Una cultura política democrática contribuye a formar ciudadanos que creen que la democracia y la igualdad política son fines irrenunciables, que el control sobre el ejército y la policía ha de estar completamente en manos de las autoridades electas, que las instituciones democráticas básicas (la autoridad corresponde a los cargos públicos electos; elecciones libres, imparciales y frecuentes; libertad de expresión; acceso a fuentes alternativas de información; autonomía de las asociaciones, y ciudadanía inclusiva) deben ser preservadas; y que las diferencias y desacuerdos entre los ciudadanos deben ser tolerados y protegidos.

(Robert Dahl,  La democracia. Una guía para los ciudadanos (1998), Taurus, Madrid, 1999, pp.177-178).

Extraído del libro “A los príncipes republicanos” Gobernanza y desarrollo desde el republicanismo cívico. Con autorización expresa.

1  Daniel Kaufan; A. Kraay (Julio de 2002), Growth withot Governance, paper en <www.worldbank.org/wbi/governance/pubs/growthgov.htm>.
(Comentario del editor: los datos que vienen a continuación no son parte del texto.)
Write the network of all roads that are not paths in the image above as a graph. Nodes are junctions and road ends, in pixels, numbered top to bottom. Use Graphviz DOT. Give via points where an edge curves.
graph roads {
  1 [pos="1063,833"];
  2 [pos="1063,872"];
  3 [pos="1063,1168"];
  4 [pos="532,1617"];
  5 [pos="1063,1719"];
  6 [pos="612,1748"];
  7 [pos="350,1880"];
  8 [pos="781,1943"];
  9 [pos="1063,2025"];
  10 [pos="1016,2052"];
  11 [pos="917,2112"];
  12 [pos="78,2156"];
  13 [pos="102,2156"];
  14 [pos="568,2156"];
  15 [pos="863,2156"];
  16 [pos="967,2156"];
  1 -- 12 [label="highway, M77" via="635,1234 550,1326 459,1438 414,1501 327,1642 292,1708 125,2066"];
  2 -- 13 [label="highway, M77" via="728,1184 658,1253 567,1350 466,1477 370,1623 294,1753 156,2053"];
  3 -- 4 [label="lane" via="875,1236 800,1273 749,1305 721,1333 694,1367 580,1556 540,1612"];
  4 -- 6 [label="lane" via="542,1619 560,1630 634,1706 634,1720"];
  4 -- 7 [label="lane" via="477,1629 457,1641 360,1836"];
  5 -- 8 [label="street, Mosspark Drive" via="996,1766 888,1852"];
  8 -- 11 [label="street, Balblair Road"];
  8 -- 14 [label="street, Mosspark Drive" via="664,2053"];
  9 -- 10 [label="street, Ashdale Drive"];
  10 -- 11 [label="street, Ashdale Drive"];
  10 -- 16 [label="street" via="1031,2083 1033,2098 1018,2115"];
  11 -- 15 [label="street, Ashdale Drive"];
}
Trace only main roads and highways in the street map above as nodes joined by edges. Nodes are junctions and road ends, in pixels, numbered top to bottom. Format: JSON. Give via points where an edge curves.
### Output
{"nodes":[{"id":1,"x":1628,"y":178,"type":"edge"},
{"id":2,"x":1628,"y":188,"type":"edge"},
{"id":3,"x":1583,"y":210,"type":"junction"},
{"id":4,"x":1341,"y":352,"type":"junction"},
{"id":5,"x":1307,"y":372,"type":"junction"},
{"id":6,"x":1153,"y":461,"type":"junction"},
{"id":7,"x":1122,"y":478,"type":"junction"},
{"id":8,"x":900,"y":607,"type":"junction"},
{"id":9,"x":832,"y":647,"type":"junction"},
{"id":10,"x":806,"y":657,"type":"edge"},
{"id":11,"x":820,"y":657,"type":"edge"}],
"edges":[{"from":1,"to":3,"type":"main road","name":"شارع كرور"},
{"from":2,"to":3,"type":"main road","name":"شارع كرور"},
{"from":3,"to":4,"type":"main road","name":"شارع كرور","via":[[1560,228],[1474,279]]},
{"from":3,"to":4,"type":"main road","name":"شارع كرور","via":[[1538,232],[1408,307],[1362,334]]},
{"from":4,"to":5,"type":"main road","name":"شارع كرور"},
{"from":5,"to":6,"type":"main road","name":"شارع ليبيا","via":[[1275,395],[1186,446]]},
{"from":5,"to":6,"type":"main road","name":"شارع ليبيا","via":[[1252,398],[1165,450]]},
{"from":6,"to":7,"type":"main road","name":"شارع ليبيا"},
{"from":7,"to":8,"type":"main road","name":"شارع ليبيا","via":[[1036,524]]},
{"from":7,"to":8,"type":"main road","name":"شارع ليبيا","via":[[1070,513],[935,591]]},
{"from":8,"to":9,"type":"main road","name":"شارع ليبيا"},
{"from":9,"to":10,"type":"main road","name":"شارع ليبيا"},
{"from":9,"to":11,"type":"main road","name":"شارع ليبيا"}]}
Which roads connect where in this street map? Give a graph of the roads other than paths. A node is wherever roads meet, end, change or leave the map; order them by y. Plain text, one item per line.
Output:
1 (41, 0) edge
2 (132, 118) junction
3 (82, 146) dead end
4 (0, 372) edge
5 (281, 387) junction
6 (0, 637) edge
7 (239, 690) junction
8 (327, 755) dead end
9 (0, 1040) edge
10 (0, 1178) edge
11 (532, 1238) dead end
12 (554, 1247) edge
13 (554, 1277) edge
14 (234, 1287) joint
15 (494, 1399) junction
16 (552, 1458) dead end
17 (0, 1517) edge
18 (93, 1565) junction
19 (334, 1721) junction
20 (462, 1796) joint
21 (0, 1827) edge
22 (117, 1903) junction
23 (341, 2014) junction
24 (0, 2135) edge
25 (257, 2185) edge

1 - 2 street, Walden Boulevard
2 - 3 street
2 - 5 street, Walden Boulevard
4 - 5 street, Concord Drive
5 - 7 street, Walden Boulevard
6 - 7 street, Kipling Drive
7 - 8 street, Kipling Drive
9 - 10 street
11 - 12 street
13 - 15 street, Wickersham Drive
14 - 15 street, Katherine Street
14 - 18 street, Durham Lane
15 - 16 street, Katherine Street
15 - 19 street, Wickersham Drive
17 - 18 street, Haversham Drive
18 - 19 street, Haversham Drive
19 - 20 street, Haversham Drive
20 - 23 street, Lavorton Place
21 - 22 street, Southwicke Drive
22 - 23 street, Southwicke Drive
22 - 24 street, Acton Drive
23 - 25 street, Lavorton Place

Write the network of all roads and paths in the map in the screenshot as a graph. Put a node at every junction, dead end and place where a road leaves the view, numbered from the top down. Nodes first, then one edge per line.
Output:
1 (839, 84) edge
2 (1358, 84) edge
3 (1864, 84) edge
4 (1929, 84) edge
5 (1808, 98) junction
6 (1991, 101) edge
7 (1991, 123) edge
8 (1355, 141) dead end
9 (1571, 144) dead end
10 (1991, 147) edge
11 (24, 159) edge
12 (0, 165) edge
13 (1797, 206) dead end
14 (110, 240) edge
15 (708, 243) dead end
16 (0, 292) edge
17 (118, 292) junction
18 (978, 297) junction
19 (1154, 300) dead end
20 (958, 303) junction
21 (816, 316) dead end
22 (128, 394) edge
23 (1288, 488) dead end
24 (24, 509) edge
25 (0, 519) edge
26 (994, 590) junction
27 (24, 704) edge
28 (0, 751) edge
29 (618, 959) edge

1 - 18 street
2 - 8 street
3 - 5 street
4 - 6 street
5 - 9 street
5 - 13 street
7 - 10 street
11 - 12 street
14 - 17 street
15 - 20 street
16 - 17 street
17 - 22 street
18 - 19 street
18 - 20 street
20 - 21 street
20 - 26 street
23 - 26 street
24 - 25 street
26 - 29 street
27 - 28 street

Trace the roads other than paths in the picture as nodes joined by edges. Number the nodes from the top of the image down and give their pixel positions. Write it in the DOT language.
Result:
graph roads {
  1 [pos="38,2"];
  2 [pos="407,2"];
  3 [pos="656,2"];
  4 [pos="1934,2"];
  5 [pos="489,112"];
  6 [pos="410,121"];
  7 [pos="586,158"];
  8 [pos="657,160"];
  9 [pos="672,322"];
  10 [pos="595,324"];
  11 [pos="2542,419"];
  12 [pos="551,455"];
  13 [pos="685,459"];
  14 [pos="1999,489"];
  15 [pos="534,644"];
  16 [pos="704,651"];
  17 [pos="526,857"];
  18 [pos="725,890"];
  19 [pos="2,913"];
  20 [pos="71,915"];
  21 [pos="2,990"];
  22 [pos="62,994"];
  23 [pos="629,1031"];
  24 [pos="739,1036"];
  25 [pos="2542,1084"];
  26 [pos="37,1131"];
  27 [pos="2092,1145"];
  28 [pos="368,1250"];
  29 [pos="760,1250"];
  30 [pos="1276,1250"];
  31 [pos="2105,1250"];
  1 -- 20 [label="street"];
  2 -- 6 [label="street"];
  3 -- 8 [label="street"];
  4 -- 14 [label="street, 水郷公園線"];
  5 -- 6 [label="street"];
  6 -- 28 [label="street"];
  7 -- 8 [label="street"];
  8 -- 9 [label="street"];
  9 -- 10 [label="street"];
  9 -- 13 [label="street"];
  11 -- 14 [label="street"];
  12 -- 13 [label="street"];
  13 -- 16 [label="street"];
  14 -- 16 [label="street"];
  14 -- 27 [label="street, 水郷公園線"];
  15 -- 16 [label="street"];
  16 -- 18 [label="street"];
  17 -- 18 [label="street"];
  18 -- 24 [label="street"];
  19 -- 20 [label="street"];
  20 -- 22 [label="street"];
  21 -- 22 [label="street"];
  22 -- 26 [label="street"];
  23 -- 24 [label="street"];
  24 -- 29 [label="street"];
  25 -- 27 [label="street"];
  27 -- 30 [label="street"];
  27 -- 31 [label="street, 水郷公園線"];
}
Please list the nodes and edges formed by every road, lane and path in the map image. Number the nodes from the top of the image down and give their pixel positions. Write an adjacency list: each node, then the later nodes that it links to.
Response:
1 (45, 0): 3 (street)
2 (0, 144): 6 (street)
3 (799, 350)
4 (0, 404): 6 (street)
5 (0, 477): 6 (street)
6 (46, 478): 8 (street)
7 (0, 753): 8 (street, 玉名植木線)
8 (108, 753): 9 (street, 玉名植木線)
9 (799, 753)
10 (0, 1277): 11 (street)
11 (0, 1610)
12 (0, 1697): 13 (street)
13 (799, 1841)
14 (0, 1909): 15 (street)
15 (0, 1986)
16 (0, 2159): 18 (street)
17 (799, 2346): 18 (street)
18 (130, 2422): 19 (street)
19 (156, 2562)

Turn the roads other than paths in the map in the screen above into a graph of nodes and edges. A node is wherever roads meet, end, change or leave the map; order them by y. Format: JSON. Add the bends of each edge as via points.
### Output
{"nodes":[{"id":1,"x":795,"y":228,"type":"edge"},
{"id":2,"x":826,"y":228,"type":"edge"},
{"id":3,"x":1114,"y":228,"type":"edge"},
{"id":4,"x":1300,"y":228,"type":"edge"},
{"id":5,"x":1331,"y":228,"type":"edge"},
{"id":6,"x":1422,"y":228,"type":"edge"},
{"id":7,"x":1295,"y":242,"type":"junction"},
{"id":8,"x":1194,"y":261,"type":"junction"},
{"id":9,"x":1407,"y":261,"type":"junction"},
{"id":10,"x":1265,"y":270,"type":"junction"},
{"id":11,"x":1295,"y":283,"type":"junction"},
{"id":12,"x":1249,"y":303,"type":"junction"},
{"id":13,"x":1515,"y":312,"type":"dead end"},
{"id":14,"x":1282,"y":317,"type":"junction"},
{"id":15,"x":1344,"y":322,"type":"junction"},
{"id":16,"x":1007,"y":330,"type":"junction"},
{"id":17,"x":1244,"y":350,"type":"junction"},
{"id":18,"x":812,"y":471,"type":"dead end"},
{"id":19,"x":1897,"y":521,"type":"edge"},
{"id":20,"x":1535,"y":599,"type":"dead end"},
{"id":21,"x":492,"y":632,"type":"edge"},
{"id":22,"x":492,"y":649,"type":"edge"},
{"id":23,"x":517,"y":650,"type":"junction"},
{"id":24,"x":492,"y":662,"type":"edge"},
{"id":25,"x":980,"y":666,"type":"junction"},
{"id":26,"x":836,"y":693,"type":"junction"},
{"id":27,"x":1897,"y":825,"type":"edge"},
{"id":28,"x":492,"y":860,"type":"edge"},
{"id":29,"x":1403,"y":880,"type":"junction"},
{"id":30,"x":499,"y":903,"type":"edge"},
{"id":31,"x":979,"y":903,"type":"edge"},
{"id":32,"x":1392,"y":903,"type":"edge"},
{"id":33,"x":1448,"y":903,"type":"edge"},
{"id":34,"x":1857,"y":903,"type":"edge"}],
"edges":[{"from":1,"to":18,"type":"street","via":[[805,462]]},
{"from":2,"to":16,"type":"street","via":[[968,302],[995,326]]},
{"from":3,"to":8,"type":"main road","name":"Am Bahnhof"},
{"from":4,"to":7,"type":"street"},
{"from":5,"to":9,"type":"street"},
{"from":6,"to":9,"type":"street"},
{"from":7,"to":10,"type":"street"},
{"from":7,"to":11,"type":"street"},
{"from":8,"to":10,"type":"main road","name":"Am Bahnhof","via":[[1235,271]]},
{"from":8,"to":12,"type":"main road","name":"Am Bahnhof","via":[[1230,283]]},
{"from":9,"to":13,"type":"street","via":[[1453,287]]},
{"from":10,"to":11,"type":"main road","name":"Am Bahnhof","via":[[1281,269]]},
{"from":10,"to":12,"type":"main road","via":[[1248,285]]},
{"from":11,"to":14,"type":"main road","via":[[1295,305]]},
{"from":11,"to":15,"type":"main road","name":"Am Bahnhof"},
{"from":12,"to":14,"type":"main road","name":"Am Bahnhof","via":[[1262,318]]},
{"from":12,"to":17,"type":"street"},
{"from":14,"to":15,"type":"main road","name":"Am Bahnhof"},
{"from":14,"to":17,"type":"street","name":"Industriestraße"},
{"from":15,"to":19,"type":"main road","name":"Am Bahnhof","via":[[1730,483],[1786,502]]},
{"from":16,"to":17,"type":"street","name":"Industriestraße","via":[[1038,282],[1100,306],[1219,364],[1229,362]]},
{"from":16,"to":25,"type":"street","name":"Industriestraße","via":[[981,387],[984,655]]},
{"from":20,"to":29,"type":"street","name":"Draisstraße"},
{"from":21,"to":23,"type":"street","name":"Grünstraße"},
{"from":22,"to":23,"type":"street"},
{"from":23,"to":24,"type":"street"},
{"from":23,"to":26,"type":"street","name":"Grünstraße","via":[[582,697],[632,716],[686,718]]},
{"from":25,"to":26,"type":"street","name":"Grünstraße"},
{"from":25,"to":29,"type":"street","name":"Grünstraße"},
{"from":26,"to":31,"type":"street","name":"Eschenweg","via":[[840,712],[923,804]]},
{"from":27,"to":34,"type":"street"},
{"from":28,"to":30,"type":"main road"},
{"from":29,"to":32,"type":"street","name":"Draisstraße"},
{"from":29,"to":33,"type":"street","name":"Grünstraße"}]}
2  La igualdad política no es obviamente una constatación empírica, sino un juicio moral interiorizado en un imperativo categórico. Su formulación más conocida es la que en 1776 hicieron los autores de la Declaración de Independencia Norteamericana: Sostenemos como evidente estas verdades: que todos los hombres son creados iguales; que son dotados por su Creador de ciertos derechos inalienables; que entre éstos están la vida, la libertad y la busca de la felicidad y otros bienes e intereses fundamentales. Significa, igualmente, que ninguna persona esta tan definitivamente mejor cualificada que otras para gobernar como para dotar a cualquiera de ellas de autoridad completa y final sobre el gobierno del Estado. Significa que los derechos de participación política han de ser asignados por igual y que deben crearse las condiciones para que toda persona adulta pueda enjuiciar lo que sea mejor para su propio interés y para los intereses generales.

3  John Stuart Mill, Consideration on Representative Government (1861), traducción española. Consideraciones sobre el gobierno representativo, Tecnos, Madrid, 1985, p. 34.